Exercising in Futility
I try to exercise. Most days I succeed. I wrench myself from a warm, cozy bed, feed the cat, and head downstairs to the dungeon to work out.
My personal torture devices. |
Once I've picked my poison, I load it up and off I go. Having done all of these workouts multiple times, I find my body going into muscle-memory mode. Then I start to notice things.
First, I look at the other people in the video who are in the background. Somewhere in the "how to be a back-up body in a workout video," it says, "first of all, SMILE!"
They always smile. Sometimes it looks like they are just gritting their teeth. One memorable example is in a Denise Austin workout, where Ms. Austin walks over to one of her cohorts, talks about flabby arms, and moving her finger across the underside of the woman's arm, says, "See that? We all get this!" It looks like the woman really wants to punch her. But she just "smiles," and for all time will be captured on tape, accused of having old lady arms. (Of course, she doesn't, but the seed has been planted.)
Sometimes they put guys in the video, and they look mighty uncomfortable. I also like to watch for the one person who misses a cue, then has to scramble to catch up. Sometimes I wonder if the choreographer tells them to screw up, just to make the folks at home feel better when they make a mistake. Kind of like, "Look here, even professionals like us make mistakes, it's okay that you're a klutz!"
There are times when the instructor does more reps on one side than the other. I find myself counting or ticking off the number of seconds a pose is held on each side.

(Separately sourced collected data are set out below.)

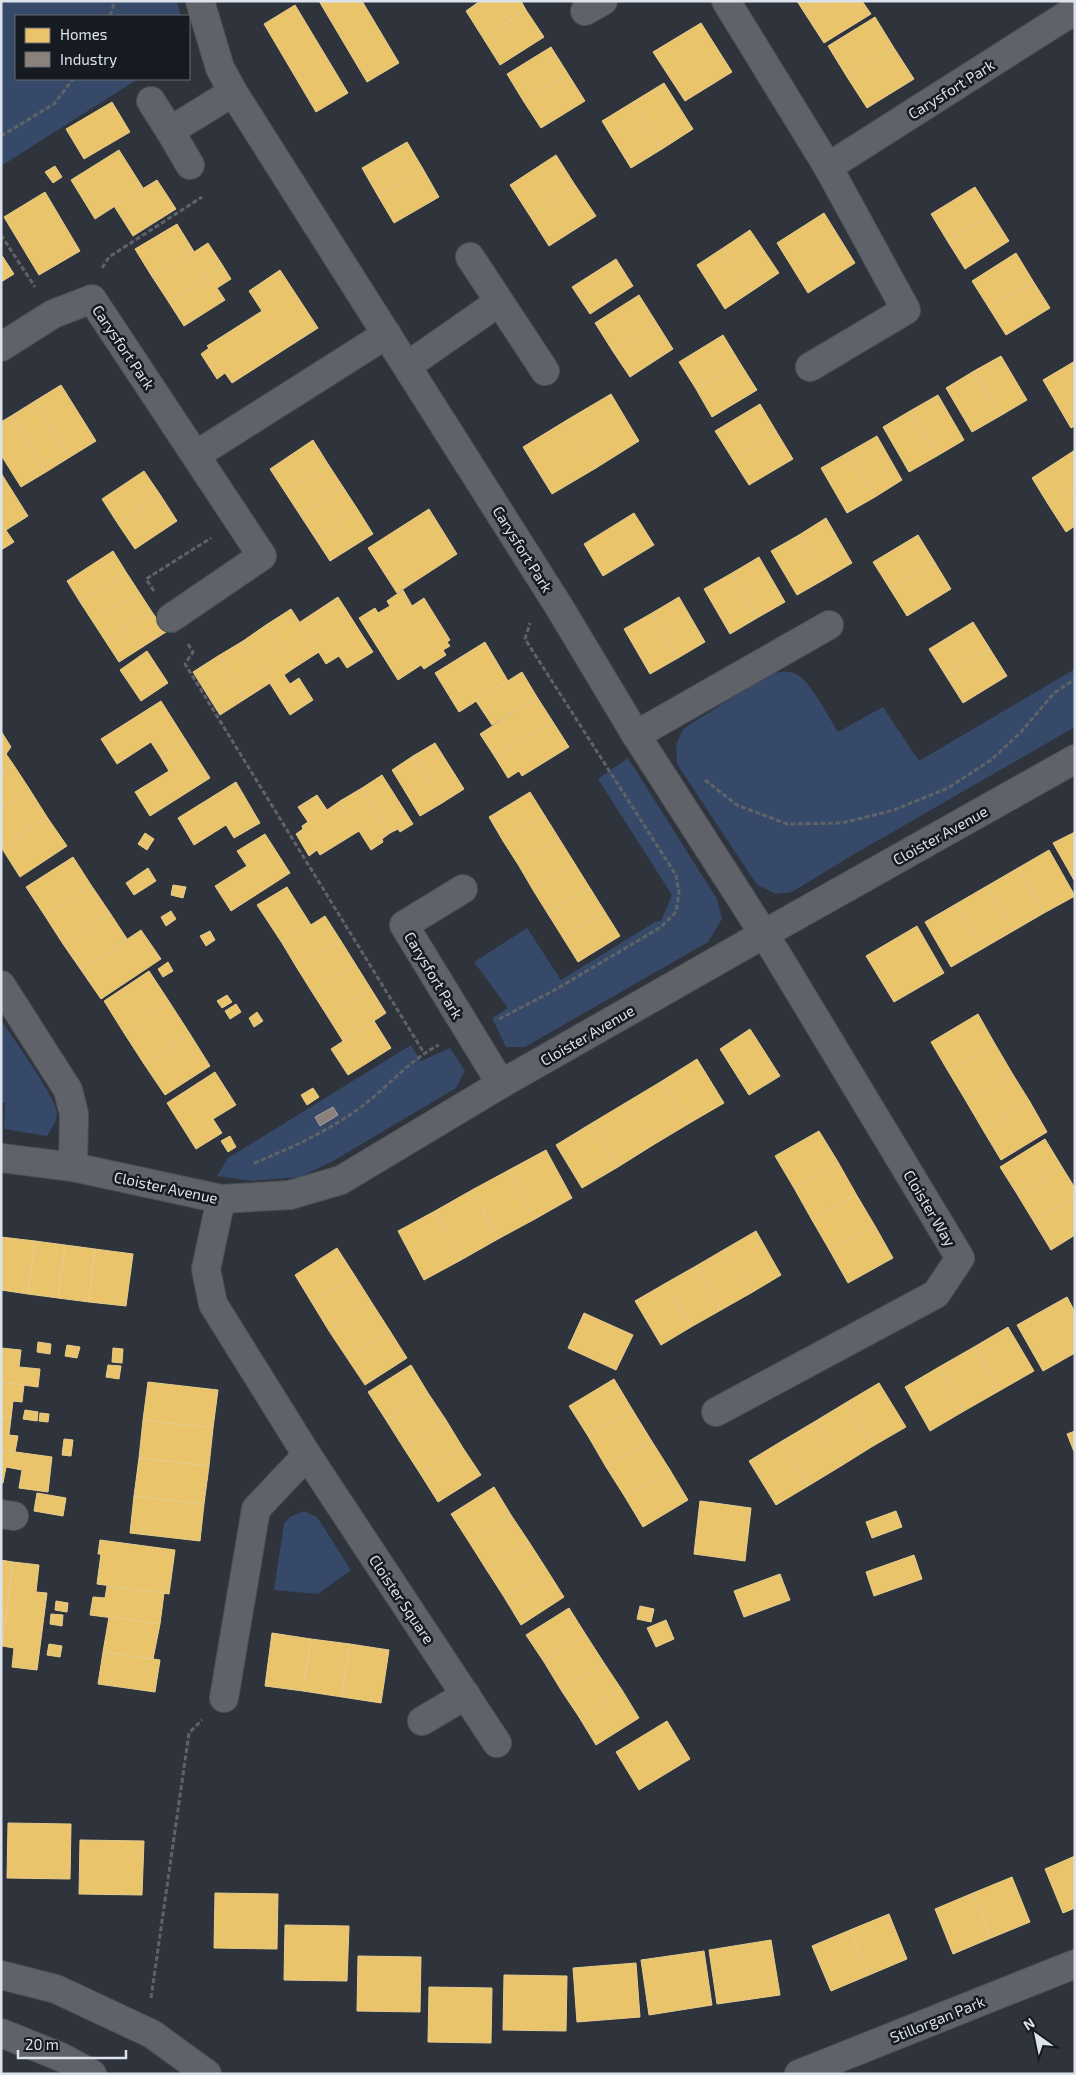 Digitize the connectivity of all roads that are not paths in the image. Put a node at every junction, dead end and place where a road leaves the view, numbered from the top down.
1 (200, 1) edge
2 (726, 1) edge
3 (1075, 10) edge
4 (233, 92) junction
5 (151, 101) dead end
6 (170, 131) junction
7 (190, 165) road end
8 (828, 167) junction
9 (470, 257) dead end
10 (499, 302) junction
11 (387, 334) junction
12 (1, 347) edge
13 (407, 366) junction
14 (810, 367) dead end
15 (545, 371) dead end
16 (196, 455) junction
17 (171, 618) road end
18 (829, 625) dead end
19 (636, 735) junction
20 (1075, 759) edge
21 (464, 889) dead end
22 (764, 934) junction
23 (1, 985) edge
24 (501, 1084) junction
25 (1, 1158) edge
26 (73, 1167) junction
27 (221, 1199) junction
28 (716, 1412) dead end
29 (307, 1455) junction
30 (466, 1695) junction
31 (224, 1698) road end
32 (422, 1721) dead end
33 (498, 1743) dead end
34 (1075, 1964) edge
35 (1, 1975) edge
36 (1, 2033) edge
37 (92, 2074) edge
38 (207, 2074) edge
39 (799, 2074) edge

1 - 4 street, Carysfort Park
2 - 8 street
3 - 8 street, Carysfort Park
4 - 6 street
4 - 11 street, Carysfort Park
5 - 6 street
6 - 7 street
8 - 14 street
9 - 10 street
10 - 13 street
10 - 15 street
11 - 13 street, Carysfort Park
11 - 16 street
12 - 16 street, Carysfort Park
13 - 19 street, Carysfort Park
16 - 17 street, Carysfort Park
18 - 19 street
19 - 22 street, Carysfort Park
20 - 22 street, Cloister Avenue
21 - 24 street, Carysfort Park
22 - 24 street, Cloister Avenue
22 - 28 street, Cloister Way
23 - 26 street
24 - 27 street, Cloister Avenue
25 - 26 street, Cloister Avenue
26 - 27 street, Cloister Avenue
27 - 29 street, Cloister Square
29 - 30 street, Cloister Square
29 - 31 street
30 - 32 street
30 - 33 street, Cloister Square
34 - 39 street, Stillorgan Park
35 - 38 street
36 - 37 street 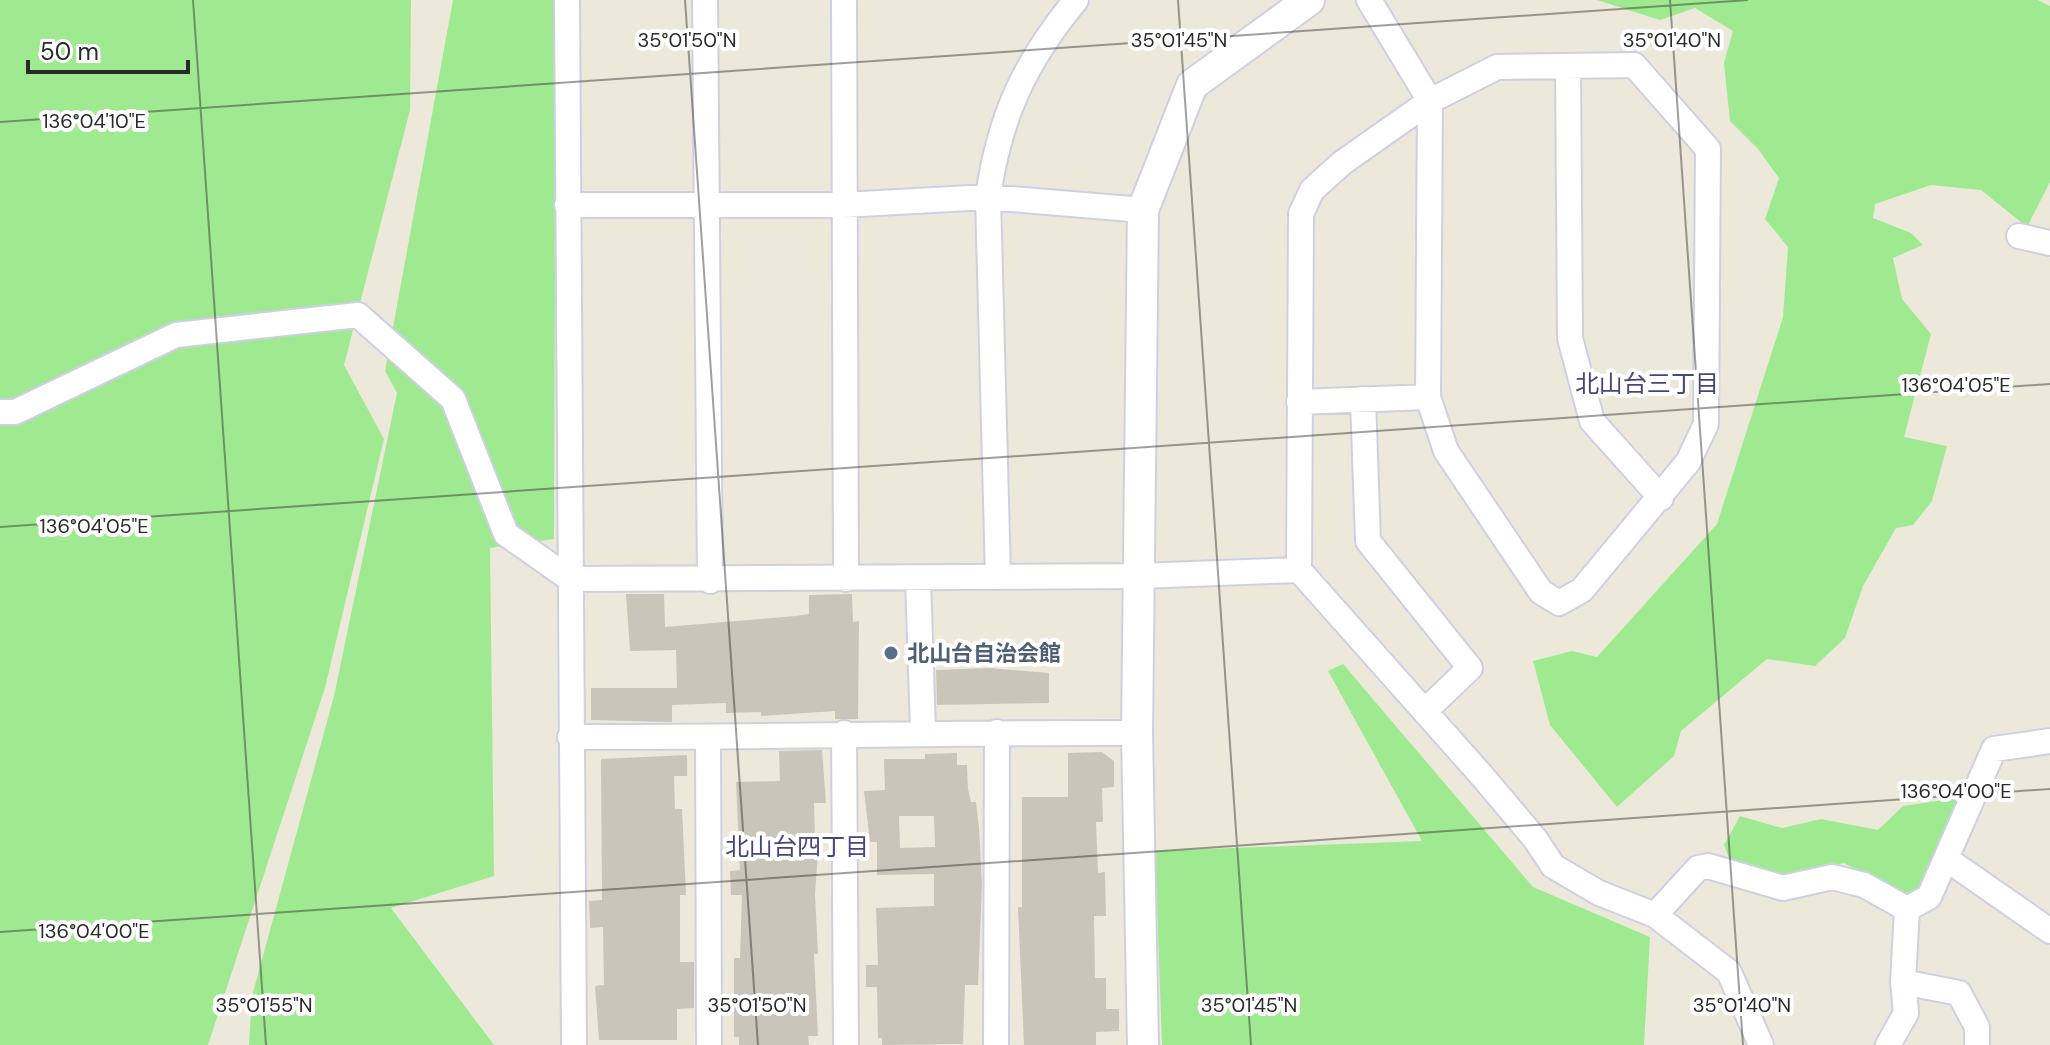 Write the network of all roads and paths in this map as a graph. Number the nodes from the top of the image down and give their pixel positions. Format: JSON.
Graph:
{"nodes":[{"id":1,"x":567,"y":0,"type":"edge"},
{"id":2,"x":705,"y":0,"type":"edge"},
{"id":3,"x":844,"y":0,"type":"edge"},
{"id":4,"x":1076,"y":0,"type":"edge"},
{"id":5,"x":1309,"y":0,"type":"edge"},
{"id":6,"x":1369,"y":0,"type":"edge"},
{"id":7,"x":1568,"y":66,"type":"junction"},
{"id":8,"x":1430,"y":101,"type":"junction"},
{"id":9,"x":988,"y":197,"type":"junction"},
{"id":10,"x":567,"y":205,"type":"junction"},
{"id":11,"x":843,"y":205,"type":"junction"},
{"id":12,"x":705,"y":206,"type":"junction"},
{"id":13,"x":1143,"y":210,"type":"junction"},
{"id":14,"x":2019,"y":236,"type":"dead end"},
{"id":15,"x":2050,"y":243,"type":"edge"},
{"id":16,"x":1428,"y":397,"type":"junction"},
{"id":17,"x":1363,"y":399,"type":"junction"},
{"id":18,"x":1299,"y":402,"type":"junction"},
{"id":19,"x":0,"y":412,"type":"edge"},
{"id":20,"x":1661,"y":498,"type":"junction"},
{"id":21,"x":1299,"y":570,"type":"junction"},
{"id":22,"x":1138,"y":576,"type":"junction"},
{"id":23,"x":998,"y":577,"type":"junction"},
{"id":24,"x":918,"y":578,"type":"junction"},
{"id":25,"x":570,"y":579,"type":"junction"},
{"id":26,"x":846,"y":579,"type":"junction"},
{"id":27,"x":710,"y":581,"type":"junction"},
{"id":28,"x":1425,"y":711,"type":"junction"},
{"id":29,"x":923,"y":731,"type":"junction"},
{"id":30,"x":997,"y":732,"type":"junction"},
{"id":31,"x":844,"y":733,"type":"junction"},
{"id":32,"x":1137,"y":733,"type":"junction"},
{"id":33,"x":570,"y":737,"type":"junction"},
{"id":34,"x":708,"y":738,"type":"junction"},
{"id":35,"x":2050,"y":741,"type":"edge"},
{"id":36,"x":1948,"y":860,"type":"junction"},
{"id":37,"x":1907,"y":909,"type":"junction"},
{"id":38,"x":1655,"y":915,"type":"junction"},
{"id":39,"x":2050,"y":930,"type":"edge"},
{"id":40,"x":1903,"y":982,"type":"junction"},
{"id":41,"x":574,"y":1045,"type":"edge"},
{"id":42,"x":709,"y":1045,"type":"edge"},
{"id":43,"x":846,"y":1045,"type":"edge"},
{"id":44,"x":996,"y":1045,"type":"edge"},
{"id":45,"x":1143,"y":1045,"type":"edge"},
{"id":46,"x":1761,"y":1045,"type":"edge"},
{"id":47,"x":1888,"y":1045,"type":"edge"},
{"id":48,"x":1977,"y":1045,"type":"edge"}],
"edges":[{"from":1,"to":10,"type":"street"},
{"from":2,"to":12,"type":"street"},
{"from":3,"to":11,"type":"street"},
{"from":4,"to":9,"type":"street"},
{"from":5,"to":13,"type":"street"},
{"from":6,"to":8,"type":"street"},
{"from":7,"to":8,"type":"street"},
{"from":7,"to":20,"type":"street"},
{"from":7,"to":20,"type":"street"},
{"from":8,"to":16,"type":"street"},
{"from":8,"to":18,"type":"street"},
{"from":9,"to":11,"type":"street"},
{"from":9,"to":13,"type":"street"},
{"from":9,"to":23,"type":"street"},
{"from":10,"to":12,"type":"street"},
{"from":10,"to":25,"type":"street"},
{"from":11,"to":12,"type":"street"},
{"from":11,"to":26,"type":"street"},
{"from":12,"to":27,"type":"street"},
{"from":13,"to":22,"type":"street"},
{"from":14,"to":15,"type":"street"},
{"from":16,"to":17,"type":"street"},
{"from":16,"to":20,"type":"street"},
{"from":17,"to":18,"type":"street"},
{"from":17,"to":28,"type":"street"},
{"from":18,"to":21,"type":"street"},
{"from":19,"to":25,"type":"street"},
{"from":21,"to":22,"type":"street"},
{"from":21,"to":28,"type":"street"},
{"from":22,"to":23,"type":"street"},
{"from":22,"to":32,"type":"street"},
{"from":23,"to":24,"type":"street"},
{"from":24,"to":26,"type":"street"},
{"from":24,"to":29,"type":"street"},
{"from":25,"to":27,"type":"street"},
{"from":25,"to":33,"type":"street"},
{"from":26,"to":27,"type":"street"},
{"from":28,"to":38,"type":"street"},
{"from":29,"to":30,"type":"street"},
{"from":29,"to":31,"type":"street"},
{"from":30,"to":32,"type":"street"},
{"from":30,"to":44,"type":"street"},
{"from":31,"to":34,"type":"street"},
{"from":31,"to":43,"type":"street"},
{"from":32,"to":45,"type":"street"},
{"from":33,"to":34,"type":"street"},
{"from":33,"to":41,"type":"street"},
{"from":34,"to":42,"type":"street"},
{"from":35,"to":36,"type":"street"},
{"from":36,"to":37,"type":"street"},
{"from":36,"to":39,"type":"street"},
{"from":37,"to":38,"type":"street"},
{"from":37,"to":40,"type":"street"},
{"from":38,"to":46,"type":"street"},
{"from":40,"to":47,"type":"street"},
{"from":40,"to":48,"type":"street"}]}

I'm always worried about being lopsided.
One of my favorite instructors isChris Freytag. But even she has her foibles. In a kick-boxing segment, she said, "pull your arm forward like you're dusting a shelf." A few moments later, she instructed, for the same movement, that "this one goes to the side of their face." Perhaps she was trying to appeal to both the housewife and the take-no-crap modern woman.
Then there is the naming conflict that takes place in two separate yoga videos. There is one pose where you lie on your back and grab the big toe on each foot.. Bullwinkle will demonstrate:
This move was described in one place as the "Dead Bug Pose," and in the other as "Happy Baby."
Of course, either name adequately describes the move. But I find the disparate names hilarious. Maybe it's because I've spent another half hour of my life pushing and pulling myself into different poses, and I'm just delirious.